Task
Print every record below exactly as written.

(Collected data)
↓

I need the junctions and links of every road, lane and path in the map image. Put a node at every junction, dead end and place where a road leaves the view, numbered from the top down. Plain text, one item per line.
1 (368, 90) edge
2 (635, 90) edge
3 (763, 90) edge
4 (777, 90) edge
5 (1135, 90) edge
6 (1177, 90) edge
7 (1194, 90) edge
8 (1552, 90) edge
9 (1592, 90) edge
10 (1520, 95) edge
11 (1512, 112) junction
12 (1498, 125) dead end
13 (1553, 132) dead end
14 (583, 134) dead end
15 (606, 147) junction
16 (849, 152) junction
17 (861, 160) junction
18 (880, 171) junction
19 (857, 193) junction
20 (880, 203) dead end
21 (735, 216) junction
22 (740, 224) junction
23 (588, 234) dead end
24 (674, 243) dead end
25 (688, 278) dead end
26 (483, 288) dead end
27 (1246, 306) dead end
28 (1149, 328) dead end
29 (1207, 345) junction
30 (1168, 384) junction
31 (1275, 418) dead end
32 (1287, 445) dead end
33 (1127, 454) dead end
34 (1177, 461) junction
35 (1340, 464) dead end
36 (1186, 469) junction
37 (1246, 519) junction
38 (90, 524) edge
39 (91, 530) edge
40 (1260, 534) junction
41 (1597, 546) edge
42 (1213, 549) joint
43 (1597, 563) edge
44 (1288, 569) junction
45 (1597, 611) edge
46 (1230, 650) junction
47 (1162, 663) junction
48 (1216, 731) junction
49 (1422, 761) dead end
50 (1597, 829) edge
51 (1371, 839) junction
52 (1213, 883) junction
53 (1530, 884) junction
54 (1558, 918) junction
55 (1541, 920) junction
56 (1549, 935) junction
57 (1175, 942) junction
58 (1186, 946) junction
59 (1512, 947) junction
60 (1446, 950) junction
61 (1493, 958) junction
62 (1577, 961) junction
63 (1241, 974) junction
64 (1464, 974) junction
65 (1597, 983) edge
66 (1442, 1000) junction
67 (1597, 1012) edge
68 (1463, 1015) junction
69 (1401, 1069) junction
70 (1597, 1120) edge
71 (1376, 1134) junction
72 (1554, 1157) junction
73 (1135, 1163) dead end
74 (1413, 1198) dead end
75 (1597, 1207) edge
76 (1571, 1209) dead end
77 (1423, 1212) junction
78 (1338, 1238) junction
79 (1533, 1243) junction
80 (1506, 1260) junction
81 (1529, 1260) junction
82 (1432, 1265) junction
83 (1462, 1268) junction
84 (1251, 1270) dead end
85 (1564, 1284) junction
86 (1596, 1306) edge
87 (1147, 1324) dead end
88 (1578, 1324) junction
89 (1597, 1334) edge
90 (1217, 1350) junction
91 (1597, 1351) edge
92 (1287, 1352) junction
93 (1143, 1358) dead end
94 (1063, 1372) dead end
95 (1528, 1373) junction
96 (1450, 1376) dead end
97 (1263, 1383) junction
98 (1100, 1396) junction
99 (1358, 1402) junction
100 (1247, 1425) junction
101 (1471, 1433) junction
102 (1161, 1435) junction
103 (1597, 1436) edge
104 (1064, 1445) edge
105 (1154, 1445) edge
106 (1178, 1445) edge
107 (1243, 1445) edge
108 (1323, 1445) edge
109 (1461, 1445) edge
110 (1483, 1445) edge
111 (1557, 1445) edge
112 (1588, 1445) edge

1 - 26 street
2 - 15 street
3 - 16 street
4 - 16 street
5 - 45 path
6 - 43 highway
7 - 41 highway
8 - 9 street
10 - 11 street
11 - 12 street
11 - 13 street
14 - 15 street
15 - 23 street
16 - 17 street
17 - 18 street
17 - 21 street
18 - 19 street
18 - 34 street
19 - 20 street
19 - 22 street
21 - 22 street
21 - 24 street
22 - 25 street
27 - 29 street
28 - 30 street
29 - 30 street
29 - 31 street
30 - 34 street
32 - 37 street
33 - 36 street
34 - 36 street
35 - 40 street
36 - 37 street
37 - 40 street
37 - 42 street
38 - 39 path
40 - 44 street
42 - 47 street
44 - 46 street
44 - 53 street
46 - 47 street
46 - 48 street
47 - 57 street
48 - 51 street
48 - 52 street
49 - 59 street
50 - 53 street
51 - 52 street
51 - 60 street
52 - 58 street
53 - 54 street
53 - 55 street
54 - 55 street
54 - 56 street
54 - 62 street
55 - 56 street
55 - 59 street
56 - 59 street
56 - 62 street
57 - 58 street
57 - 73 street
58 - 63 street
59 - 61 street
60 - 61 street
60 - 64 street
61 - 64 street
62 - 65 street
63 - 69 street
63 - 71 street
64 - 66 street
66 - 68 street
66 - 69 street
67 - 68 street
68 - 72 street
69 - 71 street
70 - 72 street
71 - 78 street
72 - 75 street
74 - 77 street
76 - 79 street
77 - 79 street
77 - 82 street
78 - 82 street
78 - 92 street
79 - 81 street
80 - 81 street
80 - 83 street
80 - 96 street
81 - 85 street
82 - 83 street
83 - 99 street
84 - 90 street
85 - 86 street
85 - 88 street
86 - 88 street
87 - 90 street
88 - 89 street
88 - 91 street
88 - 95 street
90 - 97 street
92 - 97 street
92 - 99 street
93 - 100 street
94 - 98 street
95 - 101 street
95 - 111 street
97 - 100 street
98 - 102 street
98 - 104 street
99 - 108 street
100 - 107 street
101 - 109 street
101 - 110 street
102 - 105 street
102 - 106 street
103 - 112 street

↑

Written answer
I need the junctions and links of every road, lane and path in the map image. Put a node at every junction, dead end and place where a road leaves the view, numbered from the top down. Plain text, one item per line.
1 (368, 90) edge
2 (635, 90) edge
3 (763, 90) edge
4 (777, 90) edge
5 (1135, 90) edge
6 (1177, 90) edge
7 (1194, 90) edge
8 (1552, 90) edge
9 (1592, 90) edge
10 (1520, 95) edge
11 (1512, 112) junction
12 (1498, 125) dead end
13 (1553, 132) dead end
14 (583, 134) dead end
15 (606, 147) junction
16 (849, 152) junction
17 (861, 160) junction
18 (880, 171) junction
19 (857, 193) junction
20 (880, 203) dead end
21 (735, 216) junction
22 (740, 224) junction
23 (588, 234) dead end
24 (674, 243) dead end
25 (688, 278) dead end
26 (483, 288) dead end
27 (1246, 306) dead end
28 (1149, 328) dead end
29 (1207, 345) junction
30 (1168, 384) junction
31 (1275, 418) dead end
32 (1287, 445) dead end
33 (1127, 454) dead end
34 (1177, 461) junction
35 (1340, 464) dead end
36 (1186, 469) junction
37 (1246, 519) junction
38 (90, 524) edge
39 (91, 530) edge
40 (1260, 534) junction
41 (1597, 546) edge
42 (1213, 549) joint
43 (1597, 563) edge
44 (1288, 569) junction
45 (1597, 611) edge
46 (1230, 650) junction
47 (1162, 663) junction
48 (1216, 731) junction
49 (1422, 761) dead end
50 (1597, 829) edge
51 (1371, 839) junction
52 (1213, 883) junction
53 (1530, 884) junction
54 (1558, 918) junction
55 (1541, 920) junction
56 (1549, 935) junction
57 (1175, 942) junction
58 (1186, 946) junction
59 (1512, 947) junction
60 (1446, 950) junction
61 (1493, 958) junction
62 (1577, 961) junction
63 (1241, 974) junction
64 (1464, 974) junction
65 (1597, 983) edge
66 (1442, 1000) junction
67 (1597, 1012) edge
68 (1463, 1015) junction
69 (1401, 1069) junction
70 (1597, 1120) edge
71 (1376, 1134) junction
72 (1554, 1157) junction
73 (1135, 1163) dead end
74 (1413, 1198) dead end
75 (1597, 1207) edge
76 (1571, 1209) dead end
77 (1423, 1212) junction
78 (1338, 1238) junction
79 (1533, 1243) junction
80 (1506, 1260) junction
81 (1529, 1260) junction
82 (1432, 1265) junction
83 (1462, 1268) junction
84 (1251, 1270) dead end
85 (1564, 1284) junction
86 (1596, 1306) edge
87 (1147, 1324) dead end
88 (1578, 1324) junction
89 (1597, 1334) edge
90 (1217, 1350) junction
91 (1597, 1351) edge
92 (1287, 1352) junction
93 (1143, 1358) dead end
94 (1063, 1372) dead end
95 (1528, 1373) junction
96 (1450, 1376) dead end
97 (1263, 1383) junction
98 (1100, 1396) junction
99 (1358, 1402) junction
100 (1247, 1425) junction
101 (1471, 1433) junction
102 (1161, 1435) junction
103 (1597, 1436) edge
104 (1064, 1445) edge
105 (1154, 1445) edge
106 (1178, 1445) edge
107 (1243, 1445) edge
108 (1323, 1445) edge
109 (1461, 1445) edge
110 (1483, 1445) edge
111 (1557, 1445) edge
112 (1588, 1445) edge

1 - 26 street
2 - 15 street
3 - 16 street
4 - 16 street
5 - 45 path
6 - 43 highway
7 - 41 highway
8 - 9 street
10 - 11 street
11 - 12 street
11 - 13 street
14 - 15 street
15 - 23 street
16 - 17 street
17 - 18 street
17 - 21 street
18 - 19 street
18 - 34 street
19 - 20 street
19 - 22 street
21 - 22 street
21 - 24 street
22 - 25 street
27 - 29 street
28 - 30 street
29 - 30 street
29 - 31 street
30 - 34 street
32 - 37 street
33 - 36 street
34 - 36 street
35 - 40 street
36 - 37 street
37 - 40 street
37 - 42 street
38 - 39 path
40 - 44 street
42 - 47 street
44 - 46 street
44 - 53 street
46 - 47 street
46 - 48 street
47 - 57 street
48 - 51 street
48 - 52 street
49 - 59 street
50 - 53 street
51 - 52 street
51 - 60 street
52 - 58 street
53 - 54 street
53 - 55 street
54 - 55 street
54 - 56 street
54 - 62 street
55 - 56 street
55 - 59 street
56 - 59 street
56 - 62 street
57 - 58 street
57 - 73 street
58 - 63 street
59 - 61 street
60 - 61 street
60 - 64 street
61 - 64 street
62 - 65 street
63 - 69 street
63 - 71 street
64 - 66 street
66 - 68 street
66 - 69 street
67 - 68 street
68 - 72 street
69 - 71 street
70 - 72 street
71 - 78 street
72 - 75 street
74 - 77 street
76 - 79 street
77 - 79 street
77 - 82 street
78 - 82 street
78 - 92 street
79 - 81 street
80 - 81 street
80 - 83 street
80 - 96 street
81 - 85 street
82 - 83 street
83 - 99 street
84 - 90 street
85 - 86 street
85 - 88 street
86 - 88 street
87 - 90 street
88 - 89 street
88 - 91 street
88 - 95 street
90 - 97 street
92 - 97 street
92 - 99 street
93 - 100 street
94 - 98 street
95 - 101 street
95 - 111 street
97 - 100 street
98 - 102 street
98 - 104 street
99 - 108 street
100 - 107 street
101 - 109 street
101 - 110 street
102 - 105 street
102 - 106 street
103 - 112 street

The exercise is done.